Lanterns were burning inside, and Kade was playing checkers with the grubby ruffian of a boy he’d befriended. The child, no more than ten years old, seemed enthralled by the game. A bruise marked his right cheek, Mandy noticed, experience having given her an eye for such things, and young Harry had been weeping, unless she missed her guess.
She’d almost forgotten about Gig, so busy were her thoughts, and when he spoke, she nearly dropped Kade’s dinner right on the floor.
“Well, Mandy girl,” Curry called, as if no hard words had ever passed between them, let alone hard blows, “thank heaven you’re here. This stuff that boardinghouse whore brought over ain’t fit to slop a pig.”

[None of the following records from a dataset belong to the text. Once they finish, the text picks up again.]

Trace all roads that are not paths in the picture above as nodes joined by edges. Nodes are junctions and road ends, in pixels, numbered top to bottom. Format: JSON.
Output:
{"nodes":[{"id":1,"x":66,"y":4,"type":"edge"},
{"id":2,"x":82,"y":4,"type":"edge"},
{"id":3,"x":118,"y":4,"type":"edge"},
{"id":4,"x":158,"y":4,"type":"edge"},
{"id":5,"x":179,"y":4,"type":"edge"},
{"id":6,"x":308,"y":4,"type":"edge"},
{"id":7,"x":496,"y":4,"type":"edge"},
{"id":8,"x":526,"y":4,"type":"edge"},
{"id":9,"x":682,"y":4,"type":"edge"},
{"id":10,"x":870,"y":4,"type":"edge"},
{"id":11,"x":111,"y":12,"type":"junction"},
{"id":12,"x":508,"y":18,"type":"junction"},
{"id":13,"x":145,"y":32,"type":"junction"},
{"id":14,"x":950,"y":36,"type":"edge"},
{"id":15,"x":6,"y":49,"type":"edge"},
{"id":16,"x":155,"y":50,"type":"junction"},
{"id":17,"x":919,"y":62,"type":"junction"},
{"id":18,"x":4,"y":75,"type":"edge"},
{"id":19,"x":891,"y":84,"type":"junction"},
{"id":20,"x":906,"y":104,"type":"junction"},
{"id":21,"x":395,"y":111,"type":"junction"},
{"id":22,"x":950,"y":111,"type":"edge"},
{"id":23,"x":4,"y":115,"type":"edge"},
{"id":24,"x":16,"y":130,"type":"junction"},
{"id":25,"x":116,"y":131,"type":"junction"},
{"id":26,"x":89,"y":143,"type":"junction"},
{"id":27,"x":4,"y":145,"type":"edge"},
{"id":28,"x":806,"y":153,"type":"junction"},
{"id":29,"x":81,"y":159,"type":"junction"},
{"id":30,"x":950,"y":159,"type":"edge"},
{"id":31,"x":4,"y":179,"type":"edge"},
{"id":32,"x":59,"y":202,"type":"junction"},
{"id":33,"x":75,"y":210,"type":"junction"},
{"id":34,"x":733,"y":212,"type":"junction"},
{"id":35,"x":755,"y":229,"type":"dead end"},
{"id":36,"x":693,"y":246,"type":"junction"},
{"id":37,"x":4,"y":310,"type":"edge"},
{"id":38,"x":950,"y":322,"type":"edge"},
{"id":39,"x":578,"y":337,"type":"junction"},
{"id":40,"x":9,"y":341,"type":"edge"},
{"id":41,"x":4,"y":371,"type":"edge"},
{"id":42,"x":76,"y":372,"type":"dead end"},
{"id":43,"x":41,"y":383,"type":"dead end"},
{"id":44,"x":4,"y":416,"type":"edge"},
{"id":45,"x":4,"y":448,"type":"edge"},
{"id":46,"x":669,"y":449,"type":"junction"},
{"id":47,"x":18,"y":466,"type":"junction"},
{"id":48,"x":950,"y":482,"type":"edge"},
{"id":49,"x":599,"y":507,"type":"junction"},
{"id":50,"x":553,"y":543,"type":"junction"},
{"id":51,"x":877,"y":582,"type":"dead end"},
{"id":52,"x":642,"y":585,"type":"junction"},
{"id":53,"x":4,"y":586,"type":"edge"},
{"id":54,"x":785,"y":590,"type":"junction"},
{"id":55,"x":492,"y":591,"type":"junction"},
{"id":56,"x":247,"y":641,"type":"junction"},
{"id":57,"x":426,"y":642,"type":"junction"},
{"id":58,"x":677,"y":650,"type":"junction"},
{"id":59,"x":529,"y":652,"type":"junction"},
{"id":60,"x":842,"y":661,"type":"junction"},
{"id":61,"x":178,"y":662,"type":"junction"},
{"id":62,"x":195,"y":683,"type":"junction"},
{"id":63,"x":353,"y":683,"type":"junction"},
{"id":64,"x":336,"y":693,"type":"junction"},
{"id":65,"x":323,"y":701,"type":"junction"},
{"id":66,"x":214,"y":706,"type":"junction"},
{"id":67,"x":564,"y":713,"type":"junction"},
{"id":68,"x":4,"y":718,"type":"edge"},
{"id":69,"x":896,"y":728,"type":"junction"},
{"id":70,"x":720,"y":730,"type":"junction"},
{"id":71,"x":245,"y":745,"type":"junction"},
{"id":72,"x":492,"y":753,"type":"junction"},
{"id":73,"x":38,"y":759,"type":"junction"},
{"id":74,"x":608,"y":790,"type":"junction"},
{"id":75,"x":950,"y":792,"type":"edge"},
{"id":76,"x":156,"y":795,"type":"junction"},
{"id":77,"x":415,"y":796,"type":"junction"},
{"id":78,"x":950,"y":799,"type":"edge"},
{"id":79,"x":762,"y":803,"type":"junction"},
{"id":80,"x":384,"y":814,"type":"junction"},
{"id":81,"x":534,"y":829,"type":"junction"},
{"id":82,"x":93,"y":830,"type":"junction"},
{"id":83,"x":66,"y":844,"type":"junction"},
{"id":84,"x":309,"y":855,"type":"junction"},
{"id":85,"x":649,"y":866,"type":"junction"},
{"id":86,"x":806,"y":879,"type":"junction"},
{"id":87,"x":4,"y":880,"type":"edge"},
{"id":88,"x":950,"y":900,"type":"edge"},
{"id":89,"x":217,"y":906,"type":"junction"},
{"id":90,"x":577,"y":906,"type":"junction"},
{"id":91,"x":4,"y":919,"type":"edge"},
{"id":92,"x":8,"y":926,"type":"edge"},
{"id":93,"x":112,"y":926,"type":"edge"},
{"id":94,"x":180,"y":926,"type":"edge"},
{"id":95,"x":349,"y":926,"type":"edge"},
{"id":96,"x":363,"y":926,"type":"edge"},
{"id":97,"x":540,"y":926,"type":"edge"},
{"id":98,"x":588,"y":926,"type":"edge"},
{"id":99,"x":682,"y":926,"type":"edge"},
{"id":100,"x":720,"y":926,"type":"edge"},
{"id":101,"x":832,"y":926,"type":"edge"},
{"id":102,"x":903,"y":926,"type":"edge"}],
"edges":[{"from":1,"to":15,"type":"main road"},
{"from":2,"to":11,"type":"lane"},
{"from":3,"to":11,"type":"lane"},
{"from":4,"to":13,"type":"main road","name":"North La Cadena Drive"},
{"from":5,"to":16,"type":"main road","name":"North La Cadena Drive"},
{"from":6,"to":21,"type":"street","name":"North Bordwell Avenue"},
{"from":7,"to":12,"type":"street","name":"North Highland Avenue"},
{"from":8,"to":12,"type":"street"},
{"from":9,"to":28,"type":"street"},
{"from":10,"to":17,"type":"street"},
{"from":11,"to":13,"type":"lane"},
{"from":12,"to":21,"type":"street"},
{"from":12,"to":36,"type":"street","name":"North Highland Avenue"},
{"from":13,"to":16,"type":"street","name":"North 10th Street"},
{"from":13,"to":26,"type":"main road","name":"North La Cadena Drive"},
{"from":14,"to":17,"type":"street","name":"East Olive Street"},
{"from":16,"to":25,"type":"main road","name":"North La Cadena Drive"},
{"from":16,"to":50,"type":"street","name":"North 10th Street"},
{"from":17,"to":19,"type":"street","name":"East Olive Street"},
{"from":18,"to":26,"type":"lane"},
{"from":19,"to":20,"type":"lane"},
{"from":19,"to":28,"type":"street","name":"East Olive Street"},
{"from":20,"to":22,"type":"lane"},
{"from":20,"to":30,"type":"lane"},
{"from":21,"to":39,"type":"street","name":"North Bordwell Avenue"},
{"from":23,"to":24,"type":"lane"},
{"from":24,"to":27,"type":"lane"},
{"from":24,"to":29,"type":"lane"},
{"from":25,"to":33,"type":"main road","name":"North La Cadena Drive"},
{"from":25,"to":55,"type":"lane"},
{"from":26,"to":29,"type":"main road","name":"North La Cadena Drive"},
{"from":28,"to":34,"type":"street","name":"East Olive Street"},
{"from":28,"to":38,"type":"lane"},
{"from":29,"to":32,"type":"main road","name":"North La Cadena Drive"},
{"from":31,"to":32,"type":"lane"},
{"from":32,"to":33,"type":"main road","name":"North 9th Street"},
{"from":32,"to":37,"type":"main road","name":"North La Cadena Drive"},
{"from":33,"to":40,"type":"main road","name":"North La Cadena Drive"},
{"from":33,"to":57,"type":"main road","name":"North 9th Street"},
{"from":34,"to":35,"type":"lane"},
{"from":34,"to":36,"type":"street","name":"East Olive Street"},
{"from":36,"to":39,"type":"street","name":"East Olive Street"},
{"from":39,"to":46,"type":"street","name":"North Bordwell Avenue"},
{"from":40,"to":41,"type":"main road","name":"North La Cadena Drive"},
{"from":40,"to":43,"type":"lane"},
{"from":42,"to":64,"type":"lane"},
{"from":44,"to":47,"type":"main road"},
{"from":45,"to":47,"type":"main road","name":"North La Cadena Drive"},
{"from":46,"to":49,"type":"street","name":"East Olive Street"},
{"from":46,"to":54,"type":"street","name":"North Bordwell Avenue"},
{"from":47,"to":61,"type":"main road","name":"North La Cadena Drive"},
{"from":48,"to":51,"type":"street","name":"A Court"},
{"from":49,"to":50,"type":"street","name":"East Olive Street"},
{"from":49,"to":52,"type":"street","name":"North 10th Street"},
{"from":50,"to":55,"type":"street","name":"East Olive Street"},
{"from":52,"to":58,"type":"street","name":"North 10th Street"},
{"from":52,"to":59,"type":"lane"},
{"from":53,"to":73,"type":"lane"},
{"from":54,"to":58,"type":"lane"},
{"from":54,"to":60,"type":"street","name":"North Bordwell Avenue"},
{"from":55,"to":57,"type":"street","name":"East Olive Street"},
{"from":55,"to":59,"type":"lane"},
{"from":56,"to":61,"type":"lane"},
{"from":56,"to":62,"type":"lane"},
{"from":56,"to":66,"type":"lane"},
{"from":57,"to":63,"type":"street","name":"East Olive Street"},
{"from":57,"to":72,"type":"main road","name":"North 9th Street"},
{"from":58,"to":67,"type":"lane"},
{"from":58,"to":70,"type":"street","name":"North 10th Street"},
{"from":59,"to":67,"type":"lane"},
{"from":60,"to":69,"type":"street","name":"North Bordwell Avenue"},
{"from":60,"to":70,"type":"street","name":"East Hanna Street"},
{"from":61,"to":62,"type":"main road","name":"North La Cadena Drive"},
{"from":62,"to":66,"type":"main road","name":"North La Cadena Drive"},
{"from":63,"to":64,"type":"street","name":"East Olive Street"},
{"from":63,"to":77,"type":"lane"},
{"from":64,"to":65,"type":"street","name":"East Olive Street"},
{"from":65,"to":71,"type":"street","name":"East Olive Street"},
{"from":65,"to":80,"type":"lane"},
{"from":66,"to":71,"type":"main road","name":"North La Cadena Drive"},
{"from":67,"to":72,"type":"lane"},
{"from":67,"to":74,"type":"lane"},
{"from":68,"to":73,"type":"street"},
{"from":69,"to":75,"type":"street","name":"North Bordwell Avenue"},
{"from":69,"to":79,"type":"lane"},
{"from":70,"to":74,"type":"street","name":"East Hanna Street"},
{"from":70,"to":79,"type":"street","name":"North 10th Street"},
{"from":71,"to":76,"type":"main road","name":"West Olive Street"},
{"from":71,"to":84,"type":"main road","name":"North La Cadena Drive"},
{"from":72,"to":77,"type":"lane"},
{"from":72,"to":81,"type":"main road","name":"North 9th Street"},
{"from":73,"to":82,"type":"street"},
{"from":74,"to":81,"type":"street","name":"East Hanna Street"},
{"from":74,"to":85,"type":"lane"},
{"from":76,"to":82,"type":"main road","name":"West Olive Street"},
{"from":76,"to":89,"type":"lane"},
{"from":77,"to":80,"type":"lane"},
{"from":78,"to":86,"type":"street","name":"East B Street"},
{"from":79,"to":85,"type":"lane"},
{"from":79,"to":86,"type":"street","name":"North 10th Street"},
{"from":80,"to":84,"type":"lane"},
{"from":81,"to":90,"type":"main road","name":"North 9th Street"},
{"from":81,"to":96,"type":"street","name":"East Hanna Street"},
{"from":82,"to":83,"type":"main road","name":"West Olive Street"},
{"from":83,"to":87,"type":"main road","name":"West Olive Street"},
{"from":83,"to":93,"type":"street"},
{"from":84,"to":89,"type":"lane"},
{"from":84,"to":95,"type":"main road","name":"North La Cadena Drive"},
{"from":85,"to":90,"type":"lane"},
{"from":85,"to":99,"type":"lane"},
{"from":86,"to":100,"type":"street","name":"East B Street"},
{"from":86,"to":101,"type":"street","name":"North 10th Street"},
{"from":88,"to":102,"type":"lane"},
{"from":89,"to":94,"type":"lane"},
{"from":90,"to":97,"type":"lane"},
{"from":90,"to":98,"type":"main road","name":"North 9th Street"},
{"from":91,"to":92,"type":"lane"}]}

Harry bolted to his feet, visibly scalded by the insult to his mother, his small, scabby fists clenched, and Kade put a hand to his shoulder, wordlessly pressing him back into his seat.
Mandy, who had frozen in her footsteps for a moment, thawed out and got herself moving again. She set the plate down on the corner of Kade’s desk, still covered by the pie plate, and smiled at Harry.
“Don’t pay Mr. Curry any mind,” she said. “He’s a coward and a thief, and his opinions matter about as much, in the scheme of things, as a pile of buffalo chips.”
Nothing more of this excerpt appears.